__Material provided__
****************

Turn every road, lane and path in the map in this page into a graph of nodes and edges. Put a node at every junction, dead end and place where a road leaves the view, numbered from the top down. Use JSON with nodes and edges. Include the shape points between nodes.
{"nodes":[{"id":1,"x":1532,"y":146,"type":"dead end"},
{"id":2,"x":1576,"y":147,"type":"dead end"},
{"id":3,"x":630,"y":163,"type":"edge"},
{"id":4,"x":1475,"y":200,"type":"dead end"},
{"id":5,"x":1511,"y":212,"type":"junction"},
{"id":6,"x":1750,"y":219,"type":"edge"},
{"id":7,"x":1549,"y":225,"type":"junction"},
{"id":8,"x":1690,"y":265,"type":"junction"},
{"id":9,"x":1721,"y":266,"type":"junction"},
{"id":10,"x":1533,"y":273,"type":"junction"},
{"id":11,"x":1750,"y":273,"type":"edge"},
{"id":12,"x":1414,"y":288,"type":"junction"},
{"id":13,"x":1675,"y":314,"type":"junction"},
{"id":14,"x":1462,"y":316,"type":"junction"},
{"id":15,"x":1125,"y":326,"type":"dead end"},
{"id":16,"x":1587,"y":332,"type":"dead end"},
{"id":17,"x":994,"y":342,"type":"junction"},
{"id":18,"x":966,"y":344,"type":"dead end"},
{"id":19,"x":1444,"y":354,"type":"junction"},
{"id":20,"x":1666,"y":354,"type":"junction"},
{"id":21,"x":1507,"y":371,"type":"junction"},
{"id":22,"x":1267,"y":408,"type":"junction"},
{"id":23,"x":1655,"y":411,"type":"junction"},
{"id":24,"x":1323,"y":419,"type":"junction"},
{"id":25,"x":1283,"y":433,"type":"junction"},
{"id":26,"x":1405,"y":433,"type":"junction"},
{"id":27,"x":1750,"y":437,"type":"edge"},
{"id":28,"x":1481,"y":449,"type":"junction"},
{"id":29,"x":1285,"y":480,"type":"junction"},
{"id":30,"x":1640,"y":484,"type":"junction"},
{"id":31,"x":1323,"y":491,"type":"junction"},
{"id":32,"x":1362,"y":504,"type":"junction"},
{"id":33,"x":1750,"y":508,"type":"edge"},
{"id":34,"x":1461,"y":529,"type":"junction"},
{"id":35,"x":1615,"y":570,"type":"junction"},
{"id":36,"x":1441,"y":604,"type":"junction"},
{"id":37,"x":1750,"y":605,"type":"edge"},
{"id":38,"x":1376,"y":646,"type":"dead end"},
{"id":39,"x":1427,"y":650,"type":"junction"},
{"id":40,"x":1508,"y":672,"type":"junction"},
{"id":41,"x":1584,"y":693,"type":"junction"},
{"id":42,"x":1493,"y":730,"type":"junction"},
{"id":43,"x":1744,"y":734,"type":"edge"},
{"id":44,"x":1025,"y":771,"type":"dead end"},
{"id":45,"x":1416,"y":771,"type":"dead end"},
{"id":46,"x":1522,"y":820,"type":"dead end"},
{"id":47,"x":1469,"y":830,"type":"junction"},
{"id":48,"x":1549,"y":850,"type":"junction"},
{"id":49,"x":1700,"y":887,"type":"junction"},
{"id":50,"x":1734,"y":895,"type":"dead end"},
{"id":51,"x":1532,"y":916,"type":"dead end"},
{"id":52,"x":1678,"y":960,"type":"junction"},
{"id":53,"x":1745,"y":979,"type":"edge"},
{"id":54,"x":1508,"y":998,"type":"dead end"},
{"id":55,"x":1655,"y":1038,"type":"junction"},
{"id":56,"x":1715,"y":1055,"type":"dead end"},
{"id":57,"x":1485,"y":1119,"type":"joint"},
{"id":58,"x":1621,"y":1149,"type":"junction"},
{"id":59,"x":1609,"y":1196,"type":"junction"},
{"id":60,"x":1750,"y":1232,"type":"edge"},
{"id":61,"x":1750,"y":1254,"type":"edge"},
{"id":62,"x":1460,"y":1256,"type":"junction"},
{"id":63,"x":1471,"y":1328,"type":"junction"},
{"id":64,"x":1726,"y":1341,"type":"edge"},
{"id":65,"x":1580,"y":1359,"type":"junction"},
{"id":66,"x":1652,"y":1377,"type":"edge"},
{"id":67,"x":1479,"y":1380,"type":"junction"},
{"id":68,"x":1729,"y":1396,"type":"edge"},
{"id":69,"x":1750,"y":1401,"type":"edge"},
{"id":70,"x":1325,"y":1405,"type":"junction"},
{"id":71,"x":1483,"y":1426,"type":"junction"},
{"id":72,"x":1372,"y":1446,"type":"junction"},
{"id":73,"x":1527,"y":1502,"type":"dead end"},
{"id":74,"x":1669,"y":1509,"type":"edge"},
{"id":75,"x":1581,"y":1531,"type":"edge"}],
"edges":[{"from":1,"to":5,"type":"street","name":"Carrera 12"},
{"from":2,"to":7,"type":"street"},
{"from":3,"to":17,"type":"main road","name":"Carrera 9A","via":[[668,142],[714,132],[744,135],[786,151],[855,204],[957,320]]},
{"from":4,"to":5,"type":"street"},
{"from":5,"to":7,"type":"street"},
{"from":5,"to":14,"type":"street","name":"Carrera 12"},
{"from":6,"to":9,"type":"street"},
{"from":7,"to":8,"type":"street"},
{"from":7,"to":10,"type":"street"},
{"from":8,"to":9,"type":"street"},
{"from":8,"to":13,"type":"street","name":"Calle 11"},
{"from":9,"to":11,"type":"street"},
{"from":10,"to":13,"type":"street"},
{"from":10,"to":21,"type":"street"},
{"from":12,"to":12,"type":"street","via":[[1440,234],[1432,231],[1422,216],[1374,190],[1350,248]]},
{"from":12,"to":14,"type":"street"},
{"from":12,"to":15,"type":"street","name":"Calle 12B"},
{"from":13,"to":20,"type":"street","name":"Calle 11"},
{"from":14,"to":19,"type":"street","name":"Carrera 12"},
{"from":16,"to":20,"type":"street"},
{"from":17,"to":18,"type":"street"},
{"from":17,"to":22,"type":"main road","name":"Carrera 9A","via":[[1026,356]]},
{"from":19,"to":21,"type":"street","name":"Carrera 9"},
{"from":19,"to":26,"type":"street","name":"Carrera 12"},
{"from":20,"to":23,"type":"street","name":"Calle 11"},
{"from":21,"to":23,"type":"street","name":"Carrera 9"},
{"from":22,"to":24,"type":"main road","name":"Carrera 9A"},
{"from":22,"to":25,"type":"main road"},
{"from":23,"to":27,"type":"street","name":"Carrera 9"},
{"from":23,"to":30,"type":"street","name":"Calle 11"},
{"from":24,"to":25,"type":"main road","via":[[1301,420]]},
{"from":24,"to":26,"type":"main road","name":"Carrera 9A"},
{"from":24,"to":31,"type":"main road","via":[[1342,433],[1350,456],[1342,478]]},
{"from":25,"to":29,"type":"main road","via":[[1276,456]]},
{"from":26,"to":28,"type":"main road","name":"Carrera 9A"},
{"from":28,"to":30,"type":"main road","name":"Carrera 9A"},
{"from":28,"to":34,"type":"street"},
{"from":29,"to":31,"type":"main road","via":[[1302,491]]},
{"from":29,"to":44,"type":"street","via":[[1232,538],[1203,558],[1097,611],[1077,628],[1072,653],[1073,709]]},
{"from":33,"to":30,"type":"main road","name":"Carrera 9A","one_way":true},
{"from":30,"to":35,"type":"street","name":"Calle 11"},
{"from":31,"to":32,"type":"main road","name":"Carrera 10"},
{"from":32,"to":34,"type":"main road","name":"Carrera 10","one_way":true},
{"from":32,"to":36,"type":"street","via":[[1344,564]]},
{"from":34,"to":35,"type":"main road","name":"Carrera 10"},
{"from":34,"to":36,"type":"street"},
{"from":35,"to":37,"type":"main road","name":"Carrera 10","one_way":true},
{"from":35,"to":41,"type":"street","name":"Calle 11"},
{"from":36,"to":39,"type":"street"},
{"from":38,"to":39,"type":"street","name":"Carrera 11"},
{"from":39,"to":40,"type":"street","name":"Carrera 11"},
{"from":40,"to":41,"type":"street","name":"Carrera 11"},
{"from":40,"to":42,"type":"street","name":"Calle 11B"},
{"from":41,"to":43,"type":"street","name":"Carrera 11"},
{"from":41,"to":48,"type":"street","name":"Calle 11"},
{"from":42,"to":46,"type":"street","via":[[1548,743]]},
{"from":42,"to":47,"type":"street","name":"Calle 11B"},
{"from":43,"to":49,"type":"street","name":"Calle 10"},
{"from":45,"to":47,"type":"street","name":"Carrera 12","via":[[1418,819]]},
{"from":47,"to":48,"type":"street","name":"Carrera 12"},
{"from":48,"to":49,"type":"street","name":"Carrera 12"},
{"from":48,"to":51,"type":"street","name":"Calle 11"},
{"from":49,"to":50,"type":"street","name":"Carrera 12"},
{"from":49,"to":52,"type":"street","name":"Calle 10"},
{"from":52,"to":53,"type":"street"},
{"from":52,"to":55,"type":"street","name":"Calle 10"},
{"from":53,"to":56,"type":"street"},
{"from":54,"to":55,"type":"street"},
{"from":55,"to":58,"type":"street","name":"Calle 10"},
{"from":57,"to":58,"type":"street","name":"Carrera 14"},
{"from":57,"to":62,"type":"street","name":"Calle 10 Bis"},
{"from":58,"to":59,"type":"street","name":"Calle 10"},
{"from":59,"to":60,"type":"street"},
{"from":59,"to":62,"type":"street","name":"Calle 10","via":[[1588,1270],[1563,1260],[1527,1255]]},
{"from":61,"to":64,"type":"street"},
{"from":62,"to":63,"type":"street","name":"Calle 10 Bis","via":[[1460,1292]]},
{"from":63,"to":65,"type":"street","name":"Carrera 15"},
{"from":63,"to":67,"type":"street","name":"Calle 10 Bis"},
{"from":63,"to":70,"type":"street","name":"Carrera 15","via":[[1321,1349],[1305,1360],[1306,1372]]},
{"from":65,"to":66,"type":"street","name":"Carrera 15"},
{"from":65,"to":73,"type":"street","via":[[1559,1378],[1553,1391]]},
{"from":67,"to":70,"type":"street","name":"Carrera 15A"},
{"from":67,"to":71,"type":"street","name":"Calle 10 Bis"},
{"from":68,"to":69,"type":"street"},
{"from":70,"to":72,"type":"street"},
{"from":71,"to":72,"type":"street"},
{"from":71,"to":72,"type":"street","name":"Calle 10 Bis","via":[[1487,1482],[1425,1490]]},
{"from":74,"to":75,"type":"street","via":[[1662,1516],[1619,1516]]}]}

****************

__What is needed__
Filter the listing so that only lines holding the word "edges" remain, and copy those lines.

__Answer space__
Turn every road, lane and path in the map in this page into a graph of nodes and edges. Put a node at every junction, dead end and place where a road leaves the view, numbered from the top down. Use JSON with nodes and edges. Include the shape points between nodes.
"edges":[{"from":1,"to":5,"type":"street","name":"Carrera 12"},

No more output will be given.